§ Work required: Restate each record below word for word, skipping images.

╭──

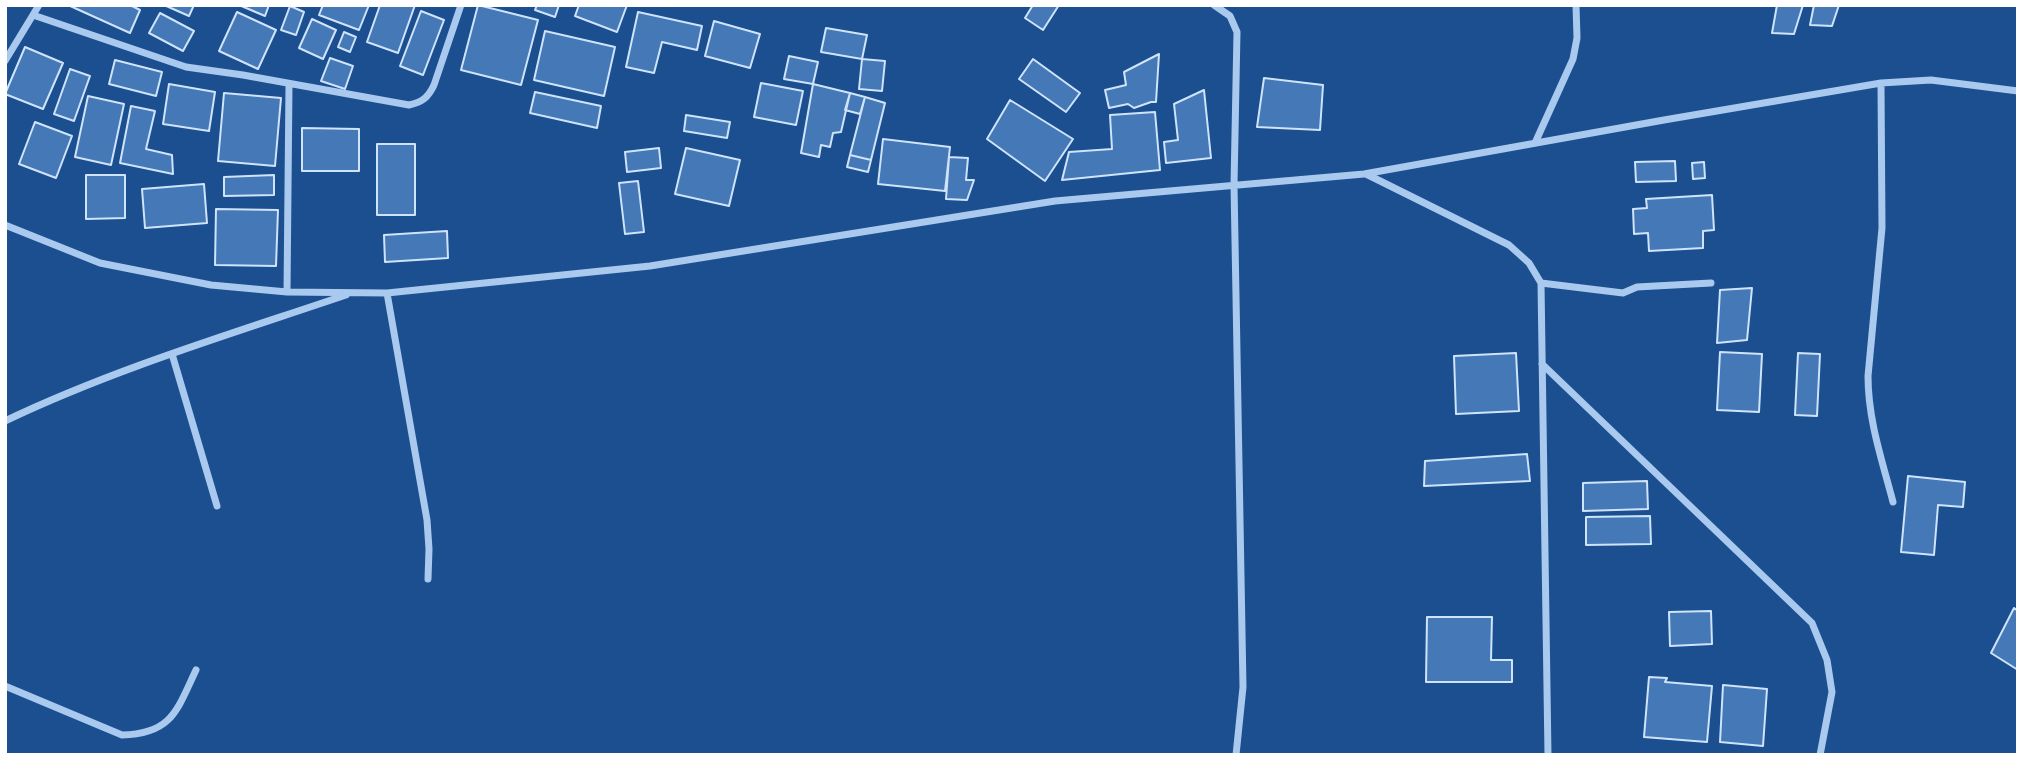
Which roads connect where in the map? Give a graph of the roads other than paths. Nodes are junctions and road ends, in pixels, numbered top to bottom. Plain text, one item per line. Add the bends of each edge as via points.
1 (39, 5) edge
2 (461, 5) edge
3 (1214, 5) edge
4 (1576, 5) edge
5 (33, 16) junction
6 (5, 61) edge
7 (1881, 83) junction
8 (289, 85) junction
9 (2017, 90) edge
10 (1535, 143) junction
11 (1364, 174) junction
12 (1234, 185) junction
13 (5, 225) edge
14 (1541, 283) junction
15 (1711, 283) dead end
16 (287, 292) junction
17 (387, 293) junction
18 (351, 294) junction
19 (172, 354) junction
20 (1542, 363) junction
21 (5, 421) edge
22 (1893, 502) dead end
23 (217, 506) dead end
24 (428, 579) dead end
25 (196, 670) dead end
26 (5, 686) edge
27 (1236, 755) edge
28 (1548, 755) edge
29 (1820, 755) edge

1 - 5 street
2 - 8 street via 434,85 419,103
3 - 12 street via 1230,16 1237,32
4 - 10 street via 1573,59
5 - 6 street
5 - 8 street via 186,67
7 - 9 street via 1931,80
7 - 10 street
7 - 22 street via 1882,228 1868,397
8 - 16 street
10 - 11 street
11 - 12 street
11 - 14 street via 1509,245 1529,263
12 - 17 street via 1055,201 650,266
12 - 27 street via 1243,687
13 - 16 street via 100,263 211,285
14 - 15 street via 1623,293 1637,287
14 - 20 street
16 - 18 street
17 - 18 street
17 - 24 street via 427,520
18 - 19 street
19 - 21 street
19 - 23 street
20 - 28 street
20 - 29 street via 1812,623 1827,660 1832,692
25 - 26 street via 176,711 159,729 141,734 122,735

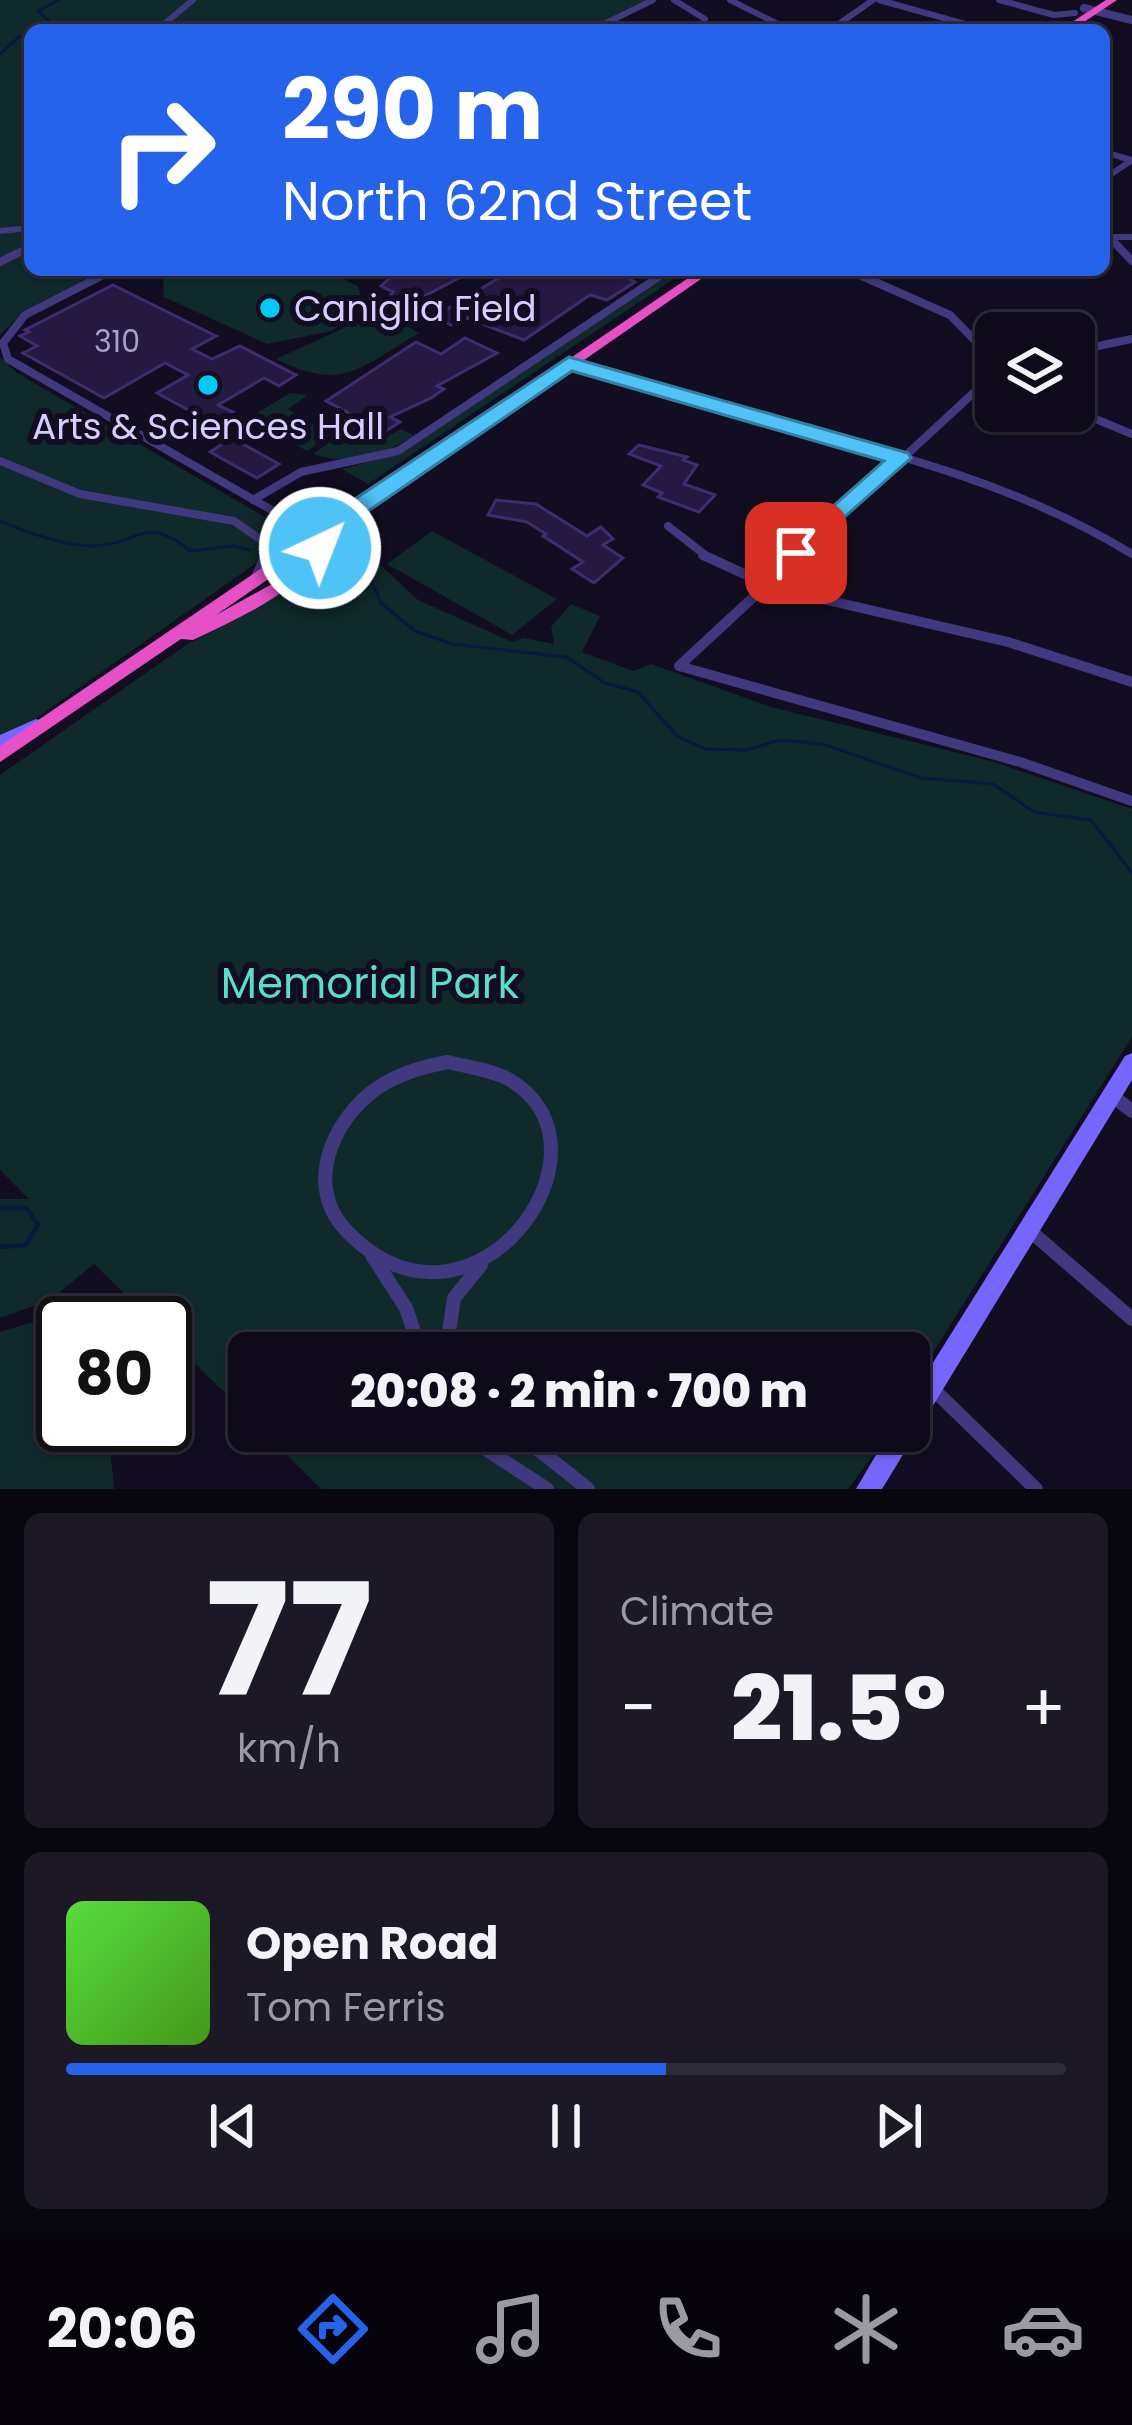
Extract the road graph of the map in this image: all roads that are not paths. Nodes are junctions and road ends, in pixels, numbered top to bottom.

╰──

§ Output of the exercise:
Which roads connect where in the map? Give a graph of the roads other than paths. Nodes are junctions and road ends, in pixels, numbered top to bottom. Plain text, one item per line. Add the bends of each edge as via points.
1 (39, 5) edge
2 (461, 5) edge
3 (1214, 5) edge
4 (1576, 5) edge
5 (33, 16) junction
6 (5, 61) edge
7 (1881, 83) junction
8 (289, 85) junction
9 (2017, 90) edge
10 (1535, 143) junction
11 (1364, 174) junction
12 (1234, 185) junction
13 (5, 225) edge
14 (1541, 283) junction
15 (1711, 283) dead end
16 (287, 292) junction
17 (387, 293) junction
18 (351, 294) junction
19 (172, 354) junction
20 (1542, 363) junction
21 (5, 421) edge
22 (1893, 502) dead end
23 (217, 506) dead end
24 (428, 579) dead end
25 (196, 670) dead end
26 (5, 686) edge
27 (1236, 755) edge
28 (1548, 755) edge
29 (1820, 755) edge

1 - 5 street
2 - 8 street via 434,85 419,103
3 - 12 street via 1230,16 1237,32
4 - 10 street via 1573,59
5 - 6 street
5 - 8 street via 186,67
7 - 9 street via 1931,80
7 - 10 street
7 - 22 street via 1882,228 1868,397
8 - 16 street
10 - 11 street
11 - 12 street
11 - 14 street via 1509,245 1529,263
12 - 17 street via 1055,201 650,266
12 - 27 street via 1243,687
13 - 16 street via 100,263 211,285
14 - 15 street via 1623,293 1637,287
14 - 20 street
16 - 18 street
17 - 18 street
17 - 24 street via 427,520
18 - 19 street
19 - 21 street
19 - 23 street
20 - 28 street
20 - 29 street via 1812,623 1827,660 1832,692
25 - 26 street via 176,711 159,729 141,734 122,735

Extract the road graph of the map in this image: all roads that are not paths. Nodes are junctions and road ends, in pixels, numbered top to bottom.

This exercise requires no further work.